A substantial body of studies finds that digital infrastructure brings significant positive incentives for urban green development. At the macro level, computing power enhances industrial energy efficiency and reduces carbon emissions by strengthening green technological innovation and industrial structure upgrading (Wang & Shao, 2024; Zhang et al., 2023) [9,10]; public data openness improves urban land use efficiency through innovation and agglomeration effects (Li et al., 2025) [11]; and the application of digital technologies in the energy sector further demonstrates significant carbon reduction benefits by optimizing production models and resource allocation (Yang et al., 2025) [12]. At the micro level, digital infrastructure significantly improves the innovation quality of manufacturing firms and enables the development of new productive forces by easing financing constraints (Rao, 2025; Chen et al., 2025; Chen et al.,2024) [13,14,15]. Moreover, empirical studies on smart city pilots confirm that digital infrastructure can drive urban green growth by alleviating resource misallocation and improving carbon productivity (Chen et al.,2024; Liu & Zhang, 2023) [15,16], which echoes the spatial spillover findings of this study and reinforces the universality and relevance of digitalization in enabling green development.
A parallel strand of research, however, identifies potential negative impacts of digital infrastructure construction. In particular, computing infrastructure is characterized by high energy consumption; electricity consumption during operation accounts for a large share of emissions. Large data center clusters have even been likened to “non-smoking factories,” with massive energy use and greenhouse gas emissions posing serious challenges to global carbon neutrality goals (Masanet et al., 2020; Uddin & Rahman, 2012) [17,18]. Drawing on the Jevons paradox, efficiency gains may induce larger rebound effects in computing demand (Yu et al., 2024) [19]. The construction boom of large-scale data centers is also accompanied by substantial land use—occupying forests and farmland—and generates non-negligible ecological footprints (Gates, 2025) [20]. The mass production of digital devices and computing hardware also makes the digital industry a major consumer of materials, generating large volumes of e-waste that may release harmful gases (Guo et al., 2022; Bianchini et al., 2023) [21,22]. Additionally, digital infrastructure may increase industrial wastewater discharge, worsen ecological welfare performance (Yu et al., 2024) [19], and trigger social and ecological issues such as “green gentrification” and wetland degradation (Yazar et al., 2020; Dhyani et al., 2018) [23,24]. Some studies also find that the promotion effect of computing deployment on green development may exhibit diminishing marginal returns across regions and is constrained by the uneven distribution of heterogeneous computing power and the lack of “computing-electricity coordination” mechanisms (Kong et al., 2024) [25]. Similarly, these studies on the negative environmental effects of digital infrastructure are applicable to supercomputing centers, as supercomputing centers, as a high-performance type of computing infrastructure, have the same core environmental cost drivers as general digital infrastructure, while their intensity is even higher.
In summary, existing literature offers valuable insights from both positive and negative perspectives, yet three limitations leave room for further exploration in this paper. First, in terms of research subjects, most studies treat digitalization as an aggregate variable and fail to distinguish the essential differences between supercomputing centers and other digital infrastructure in terms of energy intensity and institutional arrangements. Causal identification studies specifically taking supercomputing centers as the treatment variable are extremely scarce. Second, regarding identification strategies, existing conclusions are mainly based on correlation analysis or single-period policy shocks, while studies adopting exogenous events for causal inference under the staggered treatment setting remain rare. Third, in terms of measurement methods, most studies measure environmental performance by carbon emission intensity or single pollutant indicators. Research that systematically captures the quality of green transformation from the perspective of input-output efficiency using the BML index is relatively limited, and there is still room for improvement in the transparency of GTFP measurement and robustness tests. This paper attempts to make supplementary contributions from the above three aspects.

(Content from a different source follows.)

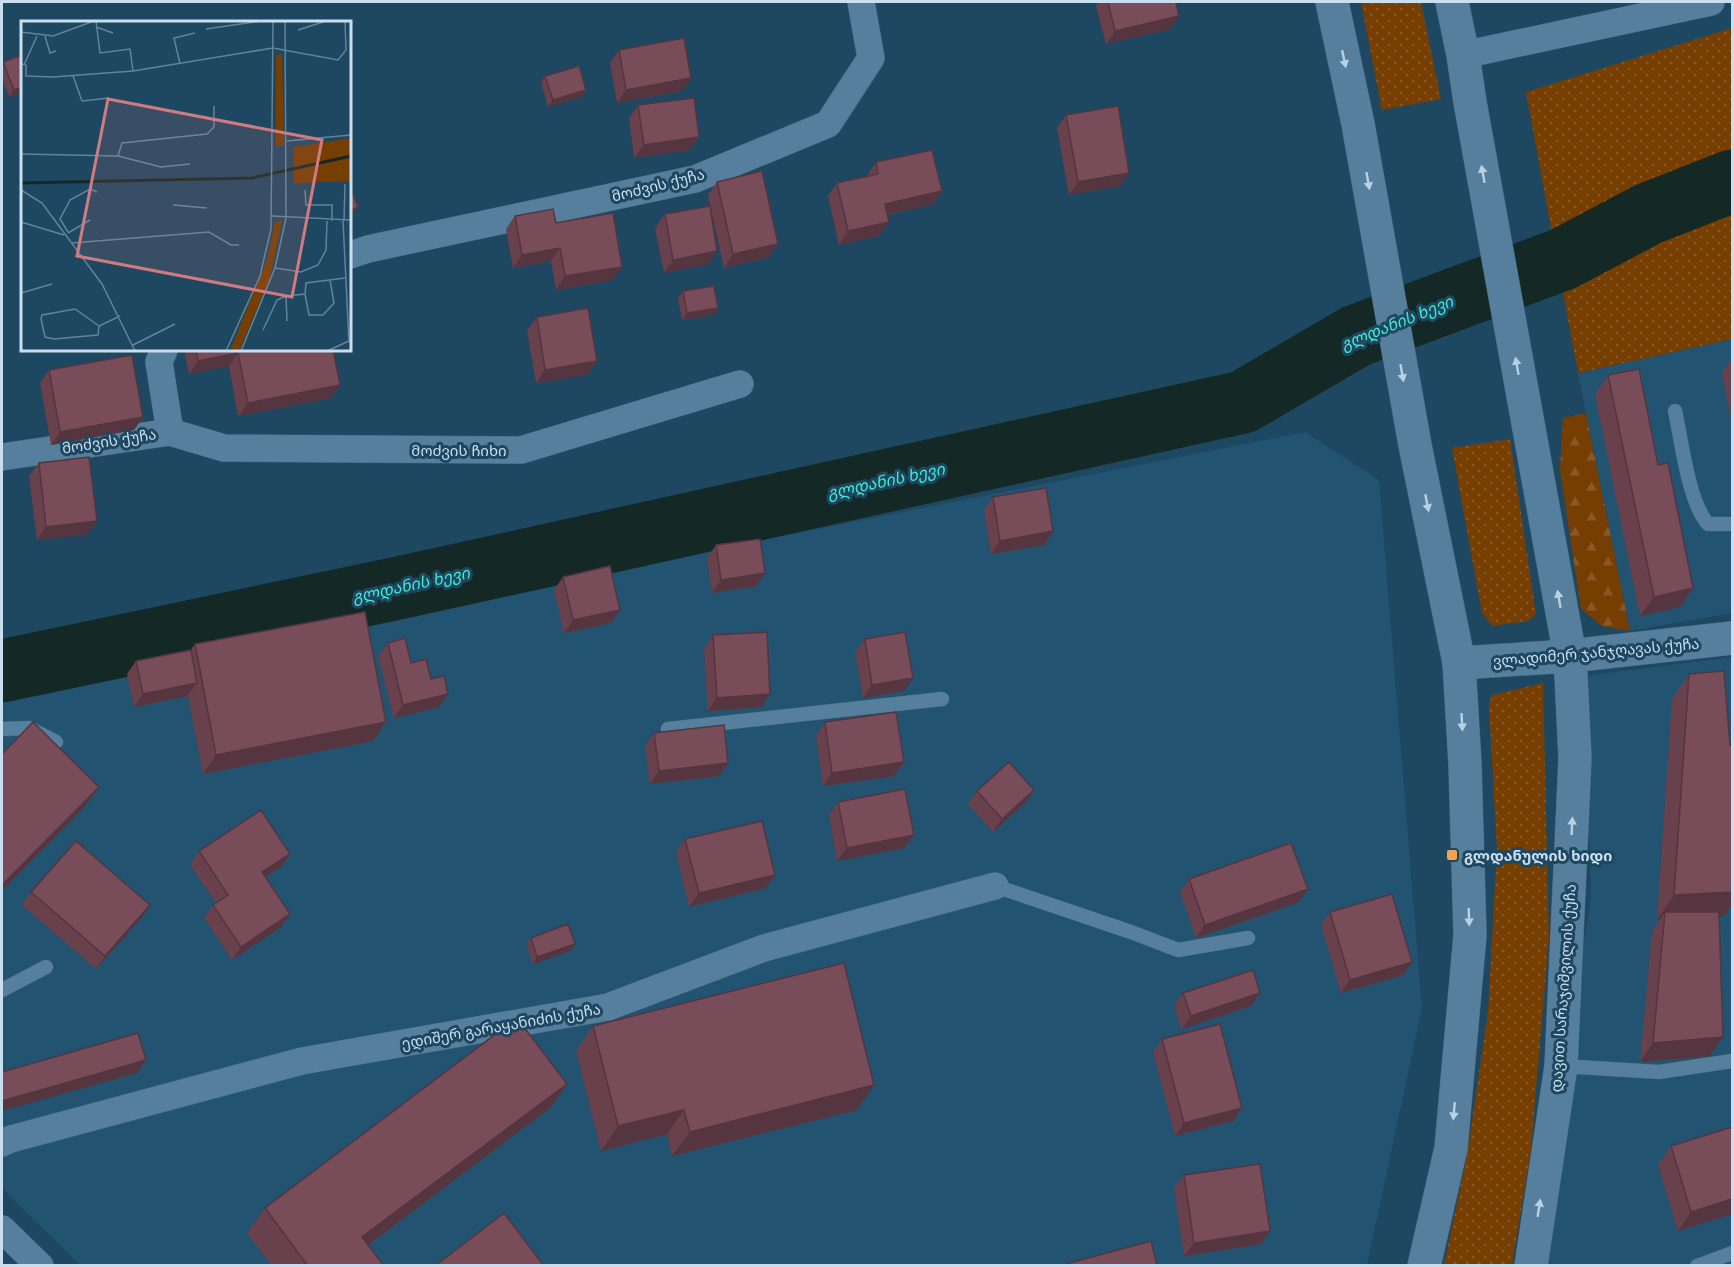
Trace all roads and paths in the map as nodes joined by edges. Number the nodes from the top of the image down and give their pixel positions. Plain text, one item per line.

3. Policy Background and Theoretical Analysis

3.1. Policy Background: Construction of National Supercomputing Centers

As competition for computing power intensifies globally, computing has become a strategic resource that reshapes national competitiveness and drives digital transformation. As shown in Figure 1, global computing power is experiencing explosive growth: between 2019 and 2025, total scale surged from under 500 EFLOPS to 4495 EFLOPS, with growth exceeding 130% in 2024 alone; supercomputing power reached 52 EFLOPS, a year-on-year increase of 63%. It is projected that over the next five years, global computing power will grow at a rate exceeding 60%, surpassing 50 ZFLOPS by 2030. In this global race, China has achieved a leap from follower to leader. As illustrated in Figure 2, since the inauguration of the Tianjin Center in 2010, China has built a network of 12 National Supercomputing Centers covering core economic zones such as Beijing–Tianjin–Hebei, the Yangtze River Delta, the Pearl River Delta, and Chengdu–Chongqing, forming a spatial pattern of east–west linkage and north–south coordination. Together with intelligent computing centers, these supercomputing centers form the core pillar of China’s computing infrastructure, supporting breakthroughs in cutting-edge fields such as climate modeling, new drug discovery, and artificial intelligence. According to the China Academy of Information and Communications Technology (CAICT), China’s data center service market is expected to reach RMB 307.5 billion by 2027.
Unlike general-purpose digital infrastructure such as broadband or 5G networks, China’s National Supercomputing Centers possess three distinguishing institutional characteristics that are central to evaluating their environmental effects. First, functional hybridity. Co-built by the Ministry of Science and Technology and provincial or municipal governments, these centers not only provide large-scale computing services but also host joint laboratories with universities, research institutes, and industrial partners, creating open innovation hubs that integrate industry, academia, and research. This feature is directly relevant to the green technology innovation transmission pathway. Second, the high-energy-consumption attribute. Individual centers can consume hundreds of millions of kilowatt-hours annually, meaning their operation inevitably reshapes regional energy consumption patterns. This makes energy efficiency an inescapable core dimension of any environmental assessment and fundamentally distinguishes supercomputing centers from less energy-intensive digital infrastructure. Third, staggered deployment. The 12 centers were established in phases between 2010 and 2023, a rollout rhythm driven by national strategic planning rather than local economic conditions. Consequently, the establishment timing of a supercomputing center in a given city is largely exogenous to that city’s own economic conditions and environmental policy choices, which supports the key identifying assumption of the staggered DID design. Furthermore, the spatial distribution of centers across different regions also provides a foundation for examining potential spatial spillover effects. Together, these institutional features—functional hybridity, the high-energy-consumption attribute, and staggered deployment—form the analytical anchors from which the theoretical framework and empirical design of this paper are derived. With its globally leading computing scale and technological capabilities, China provides robust computing support for green and low-carbon technology breakthroughs, serving as an important bridge connecting computing supply and urban green transition demand.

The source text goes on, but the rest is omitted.